Creating pathways to opportunity is one of the most complex challenges that cities face. Supporting the needs of all residents—particularly those born into poverty—takes targeted interventions at multiple stages of life. The obstacles vary from place to place, but there is one challenge all communities have in common: making sense of the complex patchwork of federal funding that supports opportunities for young people.
As noted in a recent Brookings report by Martha Ross and Nicole Prchal Svajlenka, the stakes are particularly high when it comes to disconnected or “opportunity youth,” 16- to 24-year olds out of school and out of work. Federal resources often fill critical gaps in financing the delivery of essential programs and services to this group. But the way Washington provides these resources is fundamentally misaligned with localities’ desire to provide these things along a continuum to the individuals and families who need them most. A recent report, “Accounting for Opportunity: A Fiscal Scan of Funding for New Orleans Opportunity Youth,” by the Forum for Youth Investment, the Cowen Institute, and the Baptist Community Ministries, shows how this fragmentation plays out in New Orleans and brings to the fore the piecemeal, fragmented, one-size-fits-all approach that Washington often takes to supporting local efforts.
For example, the report identifies 51 separate federal funding streams that are designed (at least partially) to support opportunity youth in communities around the nation. These funding streams span seven different agencies, consisting of 15 separate programs from the Department of Labor, 14 from the Department of Health and Human Services, 11 from the Department of Education, and 11 from four other agencies. Within each agency, some grant programs are broad in scope while others are hyper-specific. Some are distributed by need through formulas, while others are allocated on a discretionary or competitive basis. Some pass through states while others go directly to cities. The full landscape of programs is dizzying in its complexity, slow to adapt to rapid changes, and rife with uncertainty for the grant recipients, making long-term planning difficult. For any city, cobbling together all of these separate funding streams into an effective, locally tailored strategy is a daunting—and costly—task.

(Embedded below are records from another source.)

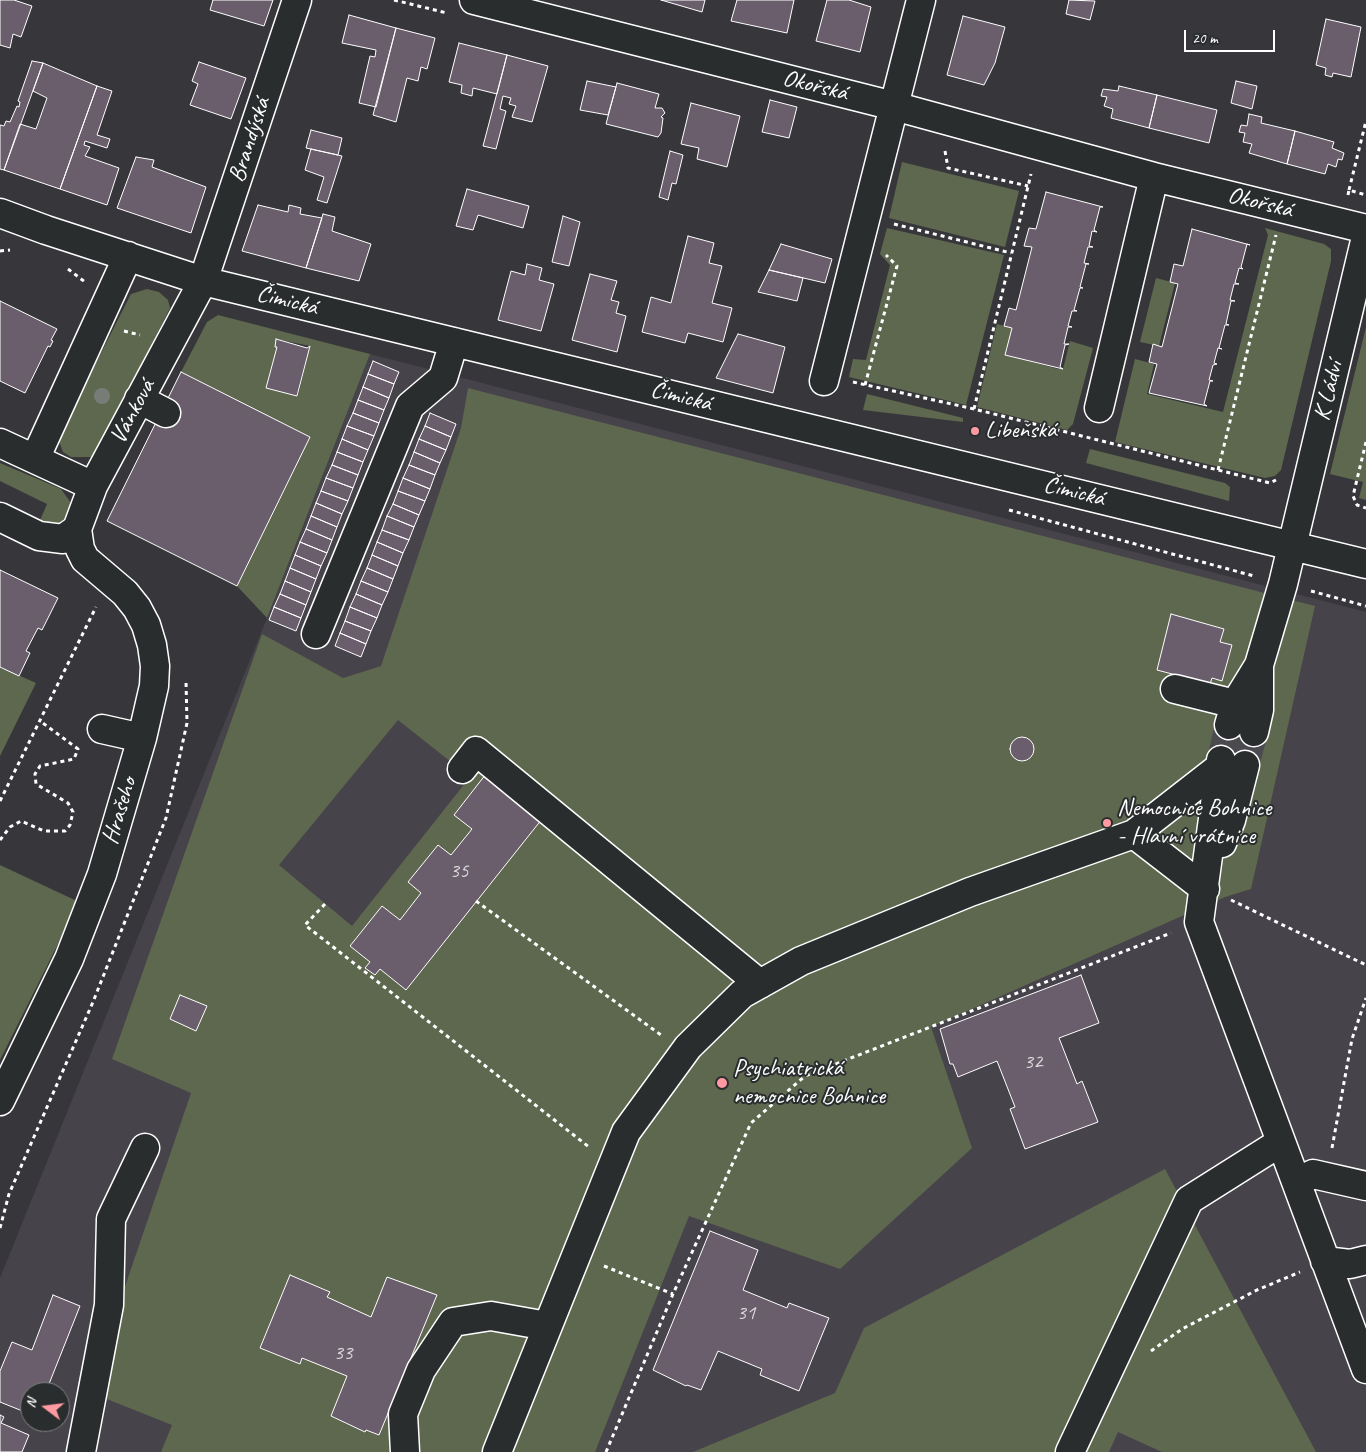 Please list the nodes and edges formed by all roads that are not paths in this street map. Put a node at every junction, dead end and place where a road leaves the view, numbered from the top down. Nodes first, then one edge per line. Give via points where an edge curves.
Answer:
1 (297, 0) edge
2 (474, 0) edge
3 (921, 0) edge
4 (894, 106) junction
5 (1154, 177) junction
6 (0, 213) edge
7 (1366, 229) edge
8 (1364, 254) edge
9 (128, 256) junction
10 (203, 280) junction
11 (454, 342) junction
12 (825, 378) road end
13 (140, 399) junction
14 (1099, 408) dead end
15 (166, 413) dead end
16 (0, 443) edge
17 (35, 459) junction
18 (93, 486) junction
19 (0, 517) edge
20 (77, 529) junction
21 (1292, 546) junction
22 (1366, 564) edge
23 (316, 634) dead end
24 (1174, 690) dead end
25 (102, 729) dead end
26 (142, 738) junction
27 (462, 769) dead end
28 (1134, 834) junction
29 (1205, 887) junction
30 (760, 984) junction
31 (0, 1100) edge
32 (1281, 1142) junction
33 (145, 1148) dead end
34 (1297, 1182) junction
35 (1366, 1186) edge
36 (1366, 1260) edge
37 (1326, 1261) junction
38 (547, 1326) junction
39 (1366, 1369) edge
40 (81, 1452) edge
41 (405, 1452) edge
42 (497, 1452) edge
43 (1070, 1452) edge

1 - 10 street, Brandýská
2 - 4 street, Okořská
3 - 4 street
4 - 5 street, Okořská
4 - 12 street
5 - 7 street, Okořská
5 - 14 street
6 - 9 street, Čimická
8 - 21 street, K Ládví
9 - 10 street, Čimická
9 - 17 street
10 - 11 street, Čimická
10 - 13 street, Vánková
11 - 21 street, Čimická
11 - 23 street via 443,378 410,406
13 - 15 street
13 - 18 street, Vánková
16 - 17 street
17 - 18 street
18 - 20 street, Vánková
19 - 20 street via 39,536 63,539
20 - 26 street, Hrašeho via 85,559 125,593 137,608 152,645 154,686
21 - 22 street, Čimická
21 - 24 street, K Ládví via 1259,665 1259,710 1240,720
25 - 26 street
26 - 31 street, Hrašeho via 102,874 70,959
27 - 30 street via 476,751
28 - 29 street
28 - 29 street via 1229,764
28 - 30 street via 961,896 801,960
29 - 32 street via 1199,922
30 - 38 street via 742,994 688,1047 626,1132
32 - 34 street
32 - 43 street via 1189,1200
33 - 40 street via 111,1219 109,1305
34 - 35 street via 1313,1174
34 - 37 street
36 - 37 street via 1350,1264
37 - 39 street
38 - 41 street via 491,1316 453,1322 421,1370 404,1414
38 - 42 street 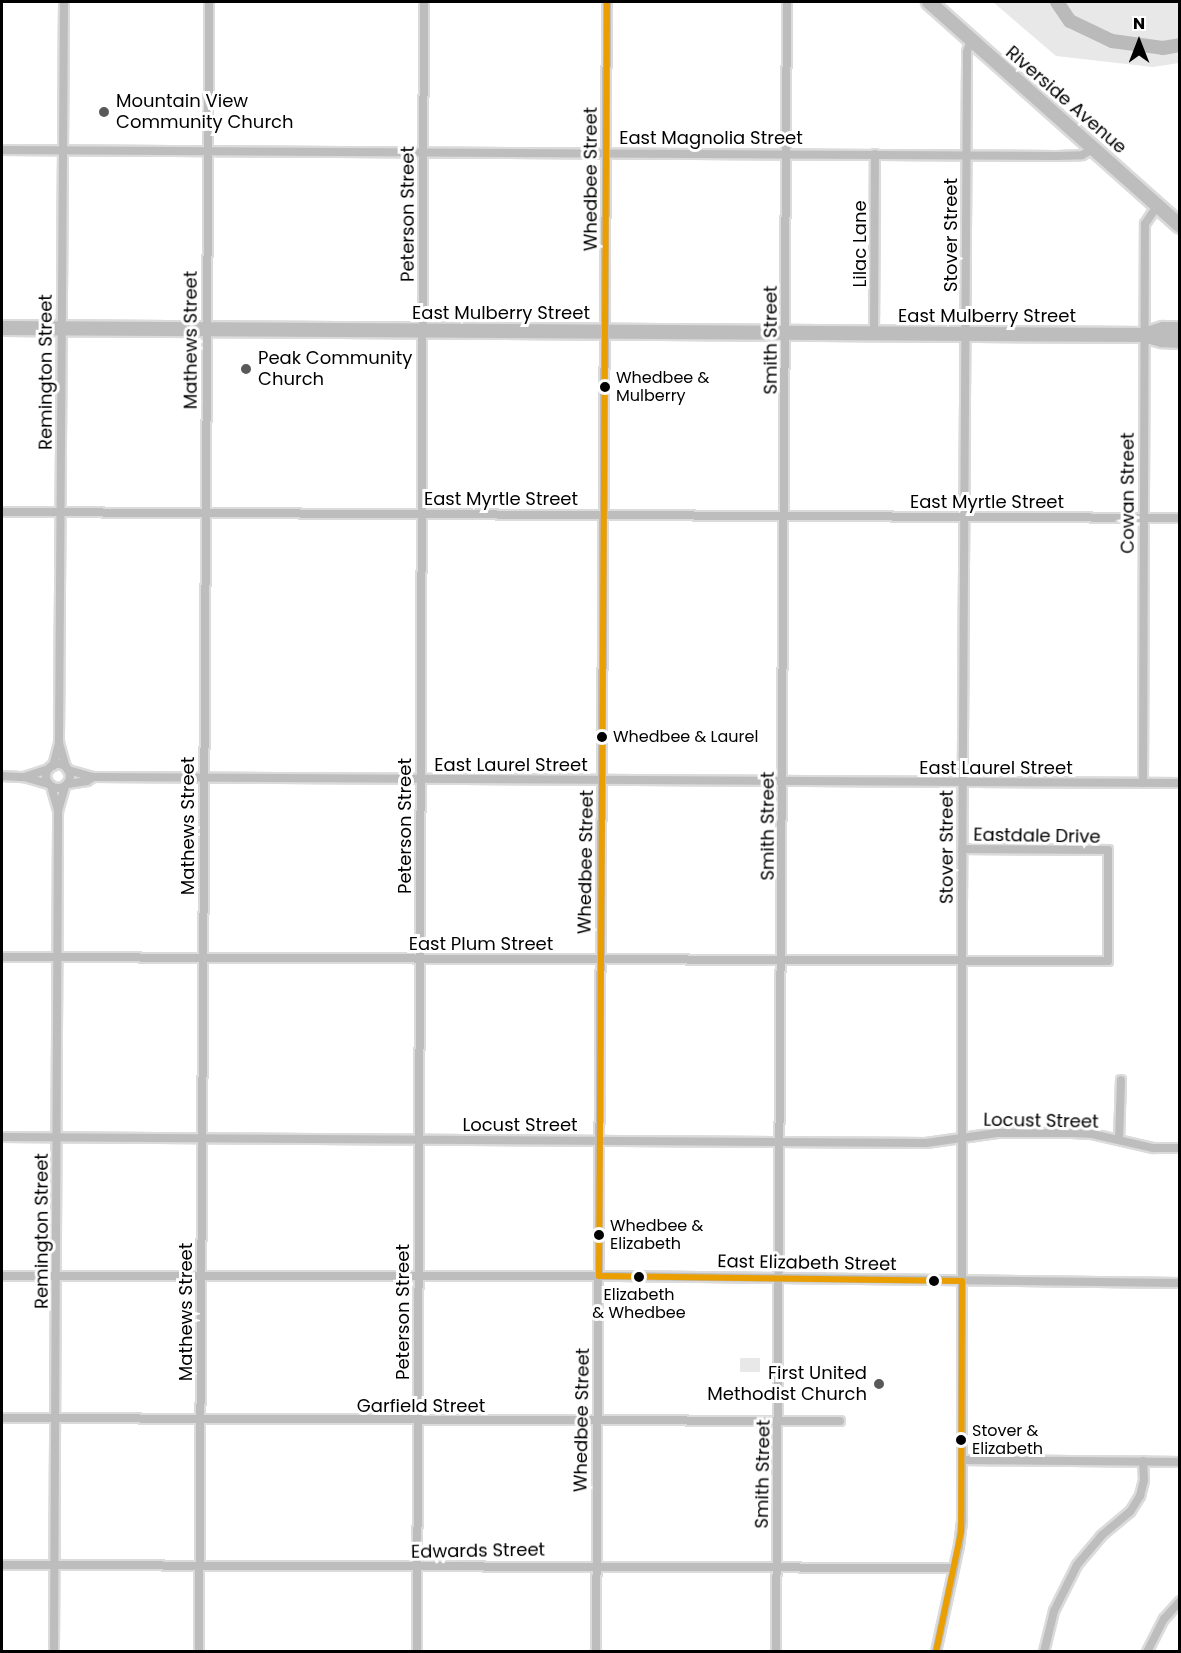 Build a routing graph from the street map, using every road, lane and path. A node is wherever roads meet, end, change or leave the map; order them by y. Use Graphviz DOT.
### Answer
graph roads {
  1 [pos="64,2"];
  2 [pos="209,2"];
  3 [pos="424,2"];
  4 [pos="607,2"];
  5 [pos="787,2"];
  6 [pos="929,2"];
  7 [pos="971,40"];
  8 [pos="1095,148"];
  9 [pos="2,150"];
  10 [pos="62,151"];
  11 [pos="423,152"];
  12 [pos="605,152"];
  13 [pos="208,153"];
  14 [pos="786,153"];
  15 [pos="875,154"];
  16 [pos="966,156"];
  17 [pos="1157,206"];
  18 [pos="1179,226"];
  19 [pos="2,328"];
  20 [pos="61,329"];
  21 [pos="1179,329"];
  22 [pos="206,330"];
  23 [pos="423,331"];
  24 [pos="605,332"];
  25 [pos="786,333"];
  26 [pos="874,333"];
  27 [pos="965,334"];
  28 [pos="1144,335"];
  29 [pos="1179,341"];
  30 [pos="2,512"];
  31 [pos="60,512"];
  32 [pos="205,513"];
  33 [pos="422,514"];
  34 [pos="604,515"];
  35 [pos="785,516"];
  36 [pos="964,517"];
  37 [pos="1144,518"];
  38 [pos="1179,518"];
  39 [pos="59,743"];
  40 [pos="51,767"];
  41 [pos="67,768"];
  42 [pos="2,776"];
  43 [pos="24,777"];
  44 [pos="93,777"];
  45 [pos="203,778"];
  46 [pos="421,779"];
  47 [pos="602,780"];
  48 [pos="784,782"];
  49 [pos="962,783"];
  50 [pos="1143,783"];
  51 [pos="1179,783"];
  52 [pos="50,785"];
  53 [pos="67,785"];
  54 [pos="58,811"];
  55 [pos="962,849"];
  56 [pos="2,957"];
  57 [pos="58,957"];
  58 [pos="202,958"];
  59 [pos="420,959"];
  60 [pos="600,959"];
  61 [pos="782,961"];
  62 [pos="961,962"];
  63 [pos="1121,1080"];
  64 [pos="2,1137"];
  65 [pos="961,1137"];
  66 [pos="57,1138"];
  67 [pos="201,1138"];
  68 [pos="419,1140"];
  69 [pos="1119,1140"];
  70 [pos="599,1141"];
  71 [pos="781,1142"];
  72 [pos="1179,1148"];
  73 [pos="2,1276"];
  74 [pos="201,1276"];
  75 [pos="418,1276"];
  76 [pos="599,1276"];
  77 [pos="56,1277"];
  78 [pos="779,1277"];
  79 [pos="962,1281"];
  80 [pos="1179,1283"];
  81 [pos="2,1418"];
  82 [pos="55,1418"];
  83 [pos="201,1420"];
  84 [pos="596,1420"];
  85 [pos="780,1421"];
  86 [pos="840,1421"];
  87 [pos="418,1422"];
  88 [pos="963,1460"];
  89 [pos="1143,1461"];
  90 [pos="1179,1462"];
  91 [pos="2,1565"];
  92 [pos="596,1565"];
  93 [pos="54,1566"];
  94 [pos="199,1566"];
  95 [pos="777,1566"];
  96 [pos="417,1567"];
  97 [pos="954,1568"];
  98 [pos="1178,1606"];
  99 [pos="54,1652"];
  100 [pos="199,1652"];
  101 [pos="417,1652"];
  102 [pos="596,1652"];
  103 [pos="776,1652"];
  104 [pos="936,1652"];
  105 [pos="1044,1652"];
  106 [pos="1147,1652"];
  1 -- 10 [label="street, Remington Street"];
  2 -- 13 [label="street, Mathews Street"];
  3 -- 11 [label="street, Peterson Street"];
  4 -- 12 [label="street, Whedbee Street"];
  5 -- 14 [label="street, Smith Street"];
  6 -- 7 [label="highway, Riverside Avenue"];
  7 -- 8 [label="highway, Riverside Avenue"];
  7 -- 16 [label="street, Stover Street"];
  8 -- 16 [label="street, East Magnolia Street"];
  8 -- 17 [label="highway, Riverside Avenue"];
  9 -- 10 [label="street, East Magnolia Street"];
  10 -- 13 [label="street, East Magnolia Street"];
  10 -- 20 [label="street, Remington Street"];
  11 -- 12 [label="street, East Magnolia Street"];
  11 -- 13 [label="street, East Magnolia Street"];
  11 -- 23 [label="street, Peterson Street"];
  12 -- 14 [label="street, East Magnolia Street"];
  12 -- 24 [label="street, Whedbee Street"];
  13 -- 22 [label="street, Mathews Street"];
  14 -- 15 [label="street, East Magnolia Street"];
  14 -- 25 [label="street, Smith Street"];
  15 -- 16 [label="street, East Magnolia Street"];
  15 -- 26 [label="street, Lilac Lane"];
  16 -- 27 [label="street, Stover Street"];
  17 -- 18 [label="highway, Riverside Avenue"];
  17 -- 28 [label="street, Cowan Street"];
  19 -- 20 [label="highway, East Mulberry Street"];
  20 -- 22 [label="highway, East Mulberry Street"];
  20 -- 31 [label="street, Remington Street"];
  21 -- 28 [label="highway, East Mulberry Street"];
  22 -- 23 [label="highway, East Mulberry Street"];
  22 -- 32 [label="street, Mathews Street"];
  23 -- 24 [label="highway, East Mulberry Street"];
  23 -- 33 [label="street, Peterson Street"];
  24 -- 25 [label="highway, East Mulberry Street"];
  24 -- 34 [label="street, Whedbee Street"];
  25 -- 26 [label="highway, East Mulberry Street"];
  25 -- 35 [label="street, Smith Street"];
  26 -- 27 [label="highway, East Mulberry Street"];
  27 -- 28 [label="highway, East Mulberry Street"];
  27 -- 36 [label="street, Stover Street"];
  28 -- 29 [label="highway, East Mulberry Street"];
  28 -- 37 [label="street, Cowan Street"];
  30 -- 31 [label="street, East Myrtle Street"];
  31 -- 32 [label="street, East Myrtle Street"];
  31 -- 39 [label="street, Remington Street"];
  32 -- 33 [label="street, East Myrtle Street"];
  32 -- 45 [label="street, Mathews Street"];
  33 -- 34 [label="street, East Myrtle Street"];
  33 -- 46 [label="street, Peterson Street"];
  34 -- 35 [label="street, East Myrtle Street"];
  34 -- 47 [label="street, Whedbee Street"];
  35 -- 36 [label="street, East Myrtle Street"];
  35 -- 48 [label="street, Smith Street"];
  36 -- 37 [label="street, East Myrtle Street"];
  36 -- 49 [label="street, Stover Street"];
  37 -- 38 [label="street, East Myrtle Street"];
  37 -- 50 [label="street, Cowan Street"];
  39 -- 40 [label="street, Remington Street"];
  39 -- 41 [label="street, Remington Street"];
  40 -- 41 [label="street"];
  40 -- 43 [label="street"];
  40 -- 52 [label="street"];
  41 -- 44 [label="street, East Laurel Street"];
  41 -- 53 [label="street"];
  42 -- 43 [label="street"];
  43 -- 52 [label="street"];
  44 -- 45 [label="street, East Laurel Street"];
  44 -- 53 [label="street, East Laurel Street"];
  45 -- 46 [label="street, East Laurel Street"];
  45 -- 58 [label="street, Mathews Street"];
  46 -- 47 [label="street, East Laurel Street"];
  46 -- 59 [label="street, Peterson Street"];
  47 -- 48 [label="street, East Laurel Street"];
  47 -- 60 [label="street, Whedbee Street"];
  48 -- 49 [label="street, East Laurel Street"];
  48 -- 61 [label="street, Smith Street"];
  49 -- 50 [label="street, East Laurel Street"];
  49 -- 55 [label="street, Stover Street"];
  50 -- 51 [label="street, East Laurel Street"];
  52 -- 53 [label="street"];
  52 -- 54 [label="street, Remington Street"];
  53 -- 54 [label="street, Remington Street"];
  54 -- 57 [label="street, Remington Street"];
  55 -- 62 [label="street, Stover Street"];
  55 -- 62 [label="street, Eastdale Drive"];
  56 -- 57 [label="street, East Plum Street"];
  57 -- 58 [label="street, East Plum Street"];
  57 -- 66 [label="street, Remington Street"];
  58 -- 59 [label="street, East Plum Street"];
  58 -- 67 [label="street, Mathews Street"];
  59 -- 60 [label="street, East Plum Street"];
  59 -- 68 [label="street, Peterson Street"];
  60 -- 61 [label="street, East Plum Street"];
  60 -- 70 [label="street, Whedbee Street"];
  61 -- 62 [label="street, East Plum Street"];
  61 -- 71 [label="street, Smith Street"];
  62 -- 65 [label="street, Stover Street"];
  63 -- 69 [label="street"];
  64 -- 66 [label="street, Locust Street"];
  65 -- 69 [label="street, Locust Street"];
  65 -- 71 [label="street, Locust Street"];
  65 -- 79 [label="street, Stover Street"];
  66 -- 67 [label="street, Locust Street"];
  66 -- 77 [label="street, Remington Street"];
  67 -- 68 [label="street, Locust Street"];
  67 -- 74 [label="street, Mathews Street"];
  68 -- 70 [label="street, Locust Street"];
  68 -- 75 [label="street, Peterson Street"];
  69 -- 72 [label="street, Locust Street"];
  70 -- 71 [label="street, Locust Street"];
  70 -- 76 [label="street, Whedbee Street"];
  71 -- 78 [label="street, Smith Street"];
  73 -- 77 [label="street, East Elizabeth Street"];
  74 -- 75 [label="street, East Elizabeth Street"];
  74 -- 77 [label="street, East Elizabeth Street"];
  74 -- 83 [label="street, Mathews Street"];
  75 -- 76 [label="street, East Elizabeth Street"];
  75 -- 87 [label="street, Peterson Street"];
  76 -- 78 [label="street, East Elizabeth Street"];
  76 -- 84 [label="street, Whedbee Street"];
  77 -- 82 [label="street, Remington Street"];
  78 -- 79 [label="street, East Elizabeth Street"];
  78 -- 85 [label="street, Smith Street"];
  79 -- 80 [label="street, East Elizabeth Street"];
  79 -- 88 [label="street, Stover Street"];
  81 -- 82 [label="street, Garfield Street"];
  82 -- 83 [label="street, Garfield Street"];
  82 -- 93 [label="street, Remington Street"];
  83 -- 87 [label="street, Garfield Street"];
  83 -- 94 [label="street, Mathews Street"];
  84 -- 85 [label="street, Garfield Street"];
  84 -- 87 [label="street, Garfield Street"];
  84 -- 92 [label="street, Whedbee Street"];
  85 -- 86 [label="street, Garfield Street"];
  85 -- 95 [label="street, Smith Street"];
  87 -- 96 [label="street, Peterson Street"];
  88 -- 89 [label="street"];
  88 -- 97 [label="street, Stover Street"];
  89 -- 90 [label="street"];
  89 -- 105 [label="street"];
  91 -- 93 [label="street, Edwards Street"];
  92 -- 95 [label="street, Edwards Street"];
  92 -- 96 [label="street, Edwards Street"];
  92 -- 102 [label="street, Whedbee Street"];
  93 -- 94 [label="street, Edwards Street"];
  93 -- 99 [label="street, Remington Street"];
  94 -- 96 [label="street, Edwards Street"];
  94 -- 100 [label="street, Mathews Street"];
  95 -- 97 [label="street, Edwards Street"];
  95 -- 103 [label="street, Smith Street"];
  96 -- 101 [label="street, Peterson Street"];
  97 -- 104 [label="street, Stover Street"];
  98 -- 106 [label="street"];
}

In the case of New Orleans, a city with the third-highest percentage of opportunity youth among major U.S. metros (according to “Accounting for Opportunity,” 18.2 percent of its 16- to 24-year-olds are considered at risk), local officials must navigate eight separate funding streams for workforce development, six for education, eight for human services, and six for justice, housing, and other services. Some of the grants are core components of the national safety net, like Temporary Assistance for Needy Families and the Supplemental Nutrition Assistance Program. Others, like the $7.2 million the city receives for Job Corps, must be used for very particular purposes—in this case, funding a residential education and job-training program that takes in around 100 students per year, just 0.3 percent of the 26,000 or so opportunity youth in the city. Ten of the grants the city receives are less than $2 million, and several are so small that they can hardly be cost-effective to administer.
Does anyone really think that this is the most effective way for the federal government to support the efforts of New Orleans (or any city) to improve outcomes for at-risk youth? This approach may have made sense decades ago, when the federal government was providing much greater financial support for cities, and local governments were just beginning to build up the coordinating capacity needed to leverage civic- and private-sector partnerships in delivering services more effectively. But times have changed. While the federal government and many states have drifted, cities across the country have stepped up to propel communities forward.
One possible alternative: radically increase the funding flexibility granted to cities with sound plans to coordinate services. The federal government could consider emulating the “City Deals” process underway in the United Kingdom, where cities “apply” to Britain’s central government with proposals of how they would use federal resources if given full discretion. Creating a process for American cities to apply for “Youth Budgets” could both spark creative, local approaches to problem-solving and improve outcomes. If granted, the disparate funding streams going into a city could be bundled into one grant, and the city would be obligated to carry out its plans as proposed during negotiations. By granting flexibility on the basis of competition, highly capable cities could serve as models for the rest.
There is precedent for this kind of flexibility. The longstanding community development block grant funds administered by the Department of Housing and Urban Development provide localities with one of few sources of relatively stable funds with few restrictions. And more recent encouraging signs suggest that the federal government has begun to understand the importance of increasing discretion and flexibility to cities. Several programs introduced by the Obama Administration, including the Performance Pilot Partnerships for Disconnected Youth and the Upward Mobility Project, have rewarded cities that show how good use of combined funding streams can more effectively provide supports that improve social mobility. Though these programs are small, they are pointing in the right direction.
The next president must recognize that the stove-piped, fragmented way that the federal government provides support to cities—not only for opportunity youth but also across a wide range of policy areas—has limited effectiveness and is costly to taxpayers. In cities with sufficient public- and civic-sector capacity, local challenges can be more efficiently addressed with locally designed strategies and solutions. The federal government should see itself as a partner and capacity-builder that leverages and amplifies local creativity and solutions, not as a decider that dictates how funding should be used. Cities are growing up, and it’s time the federal government respected their maturity. There is no better place to start the shift to a new federalist arrangement than with the way we invest in our children and our future.